Beyond think and opinion, in their landmark study published in NEJM entitled, “Effect of Bar-Code Technology on the Safety of Medication Administration,” researchers at the Brigham (including Dr. Bates) identified an “80.3 percent reduction in administration documentation errors with bar code technology, along with significant reductions in potential adverse drug events associated with administration documentation errors.”
“Our study,” they report, “suggests that the prevention of many of the potential adverse drug events could be attributed to the reduction in documentation errors. This finding may lead some to conclude that the eMAR component of the bar-code eMAR may have greater effect than the medication-verification component.”
A couple of Boston beans tossing up car advice based on half the story is fun—a great way for passing time. Students taking exams based on incomplete lectures isn’t fair. It could be the difference between passing and failing. Physicians diagnosing patients with incomplete or inaccurate documentation isn’t right. It could lead to their patients prematurely passing on. I’m not opposed to prayer in hospitals, but there’s no substitute for accurate documentation.

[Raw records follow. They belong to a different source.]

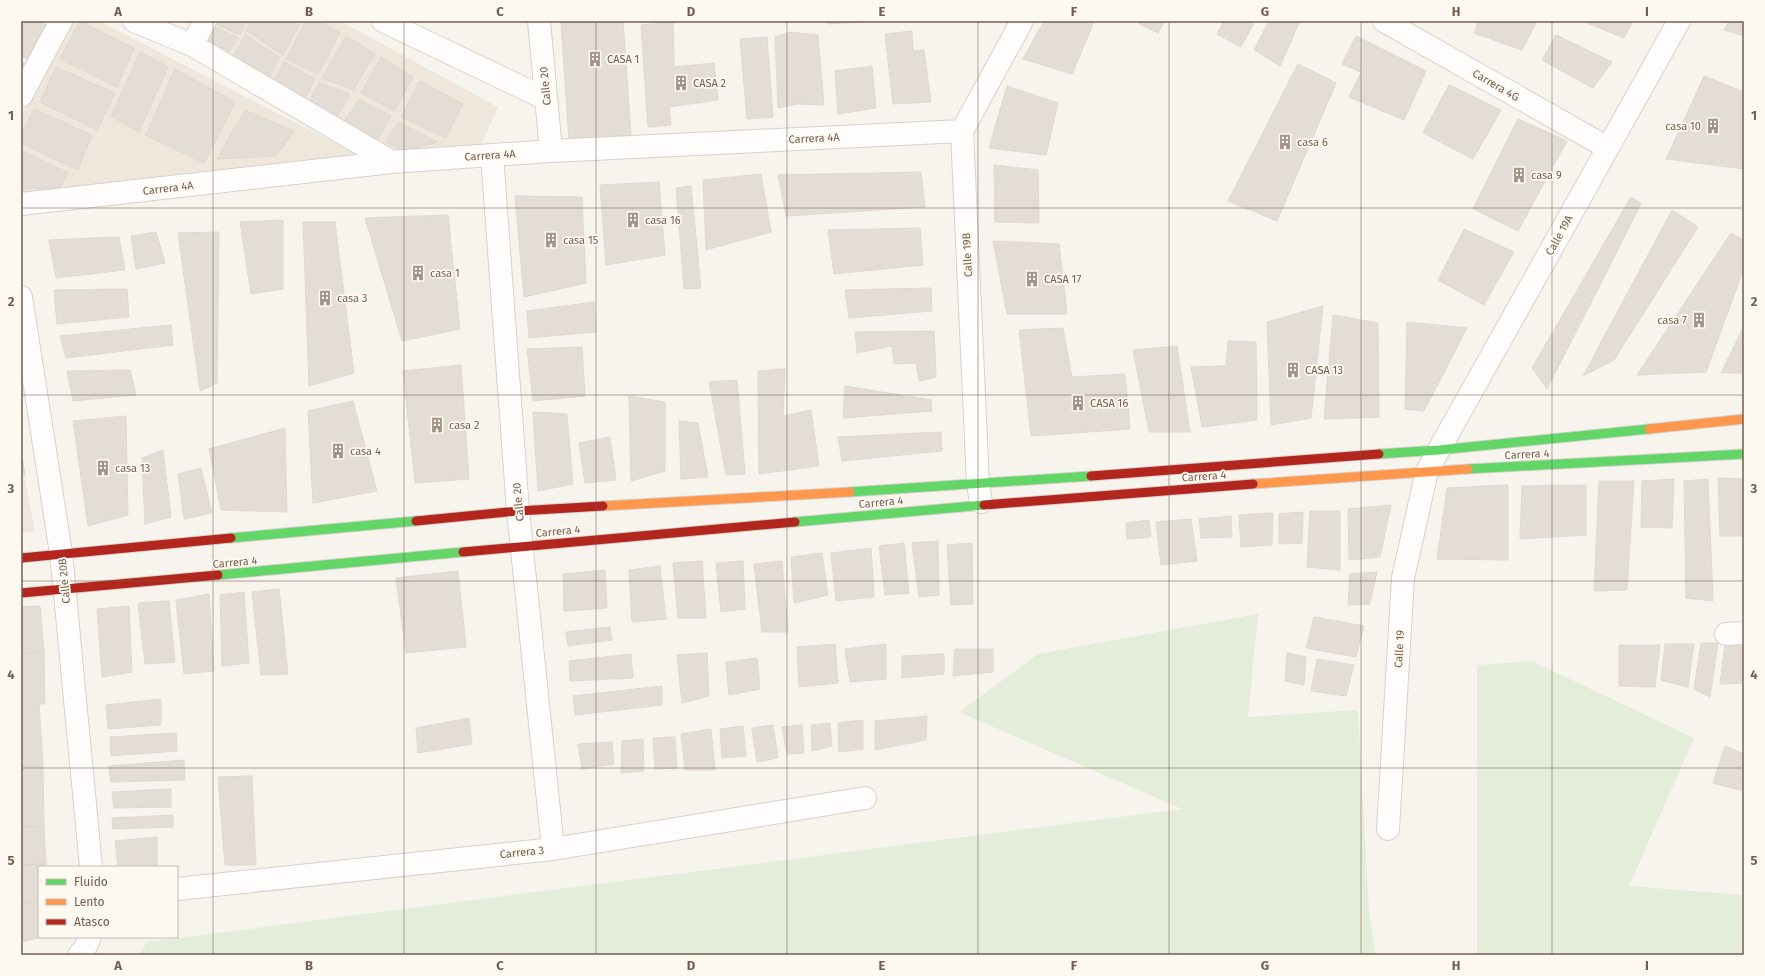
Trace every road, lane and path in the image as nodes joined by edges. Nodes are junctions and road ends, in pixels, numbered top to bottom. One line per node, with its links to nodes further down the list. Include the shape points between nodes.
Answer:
1 (61, 21): 10 (street)
2 (134, 21): 9 (street)
3 (205, 21): 9 (street)
4 (383, 21): 11 (street)
5 (539, 21): 11 (street, Calle 20)
6 (1022, 21): 12 (street)
7 (1384, 21): 13 (street, Carrera 4G)
8 (1679, 21): 13 (street, Calle 19A)
9 (192, 45): 16 (street)
10 (21, 96)
11 (546, 99): 14 (street, Calle 20)
12 (962, 131): 14 (street, Carrera 4A); 23 (street, Calle 19B)
13 (1608, 148): 20 (street, Calle 19A)
14 (550, 151): 15 (street, Carrera 4A)
15 (492, 155): 16 (street, Carrera 4A); 25 (street, Calle 20)
16 (392, 162): 17 (street, Carrera 4A)
17 (21, 204)
18 (21, 297): 27 (street, Calle 20B)
19 (1744, 419): 20 (main road, Carrera 4)
20 (1438, 450): 22 (street, Calle 19A); 23 (main road, Carrera 4)
21 (1744, 454): 22 (main road, Carrera 4)
22 (1427, 471): 24 (main road, Carrera 4); 32 (street, Calle 19, via 1403,578)
23 (978, 484): 24 (street, Calle 19B); 25 (main road, Carrera 4)
24 (981, 505): 26 (main road, Carrera 4)
25 (518, 511): 26 (street, Calle 20); 27 (main road, Carrera 4)
26 (523, 547): 29 (main road, Carrera 4); 33 (street, Calle 20)
27 (61, 553): 28 (main road, Carrera 4); 29 (street, Calle 20B)
28 (21, 558)
29 (64, 590): 30 (main road, Carrera 4); 34 (street, Calle 20B)
30 (21, 593)
31 (865, 798): 33 (street, Carrera 3)
32 (1388, 829)
33 (553, 849): 35 (street, Carrera 3)
34 (91, 866)
35 (178, 889)
36 (90, 938): 37 (street)
37 (79, 955)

In their excellent JAMA “Commentary” entitled, “Barcoded Medication Administration—A Last Line of Defense,” Cescon and Etchells don’t mince words: “The healthcare system must wait no longer to provide them and all patients, with the systematic safety net that they deserve.” I realize that the “them” they refer to is nurses, but I’d argue that their BCMA “safety net” is just as important for doctors who want to diagnose accurately.
What do you think?
Mark
Mark Neuenschwander a.k.a. Noosh
BTW. I’ve met some nurses, who at the beginning of BCMA implementations might have been willing to wear T-shirts that read, “Help! My hospital makes me use bar coding at the point of care” (sign of a good hospital, in my opinion), who eventually became more enthusiastic about the technology than I am about Car Talk.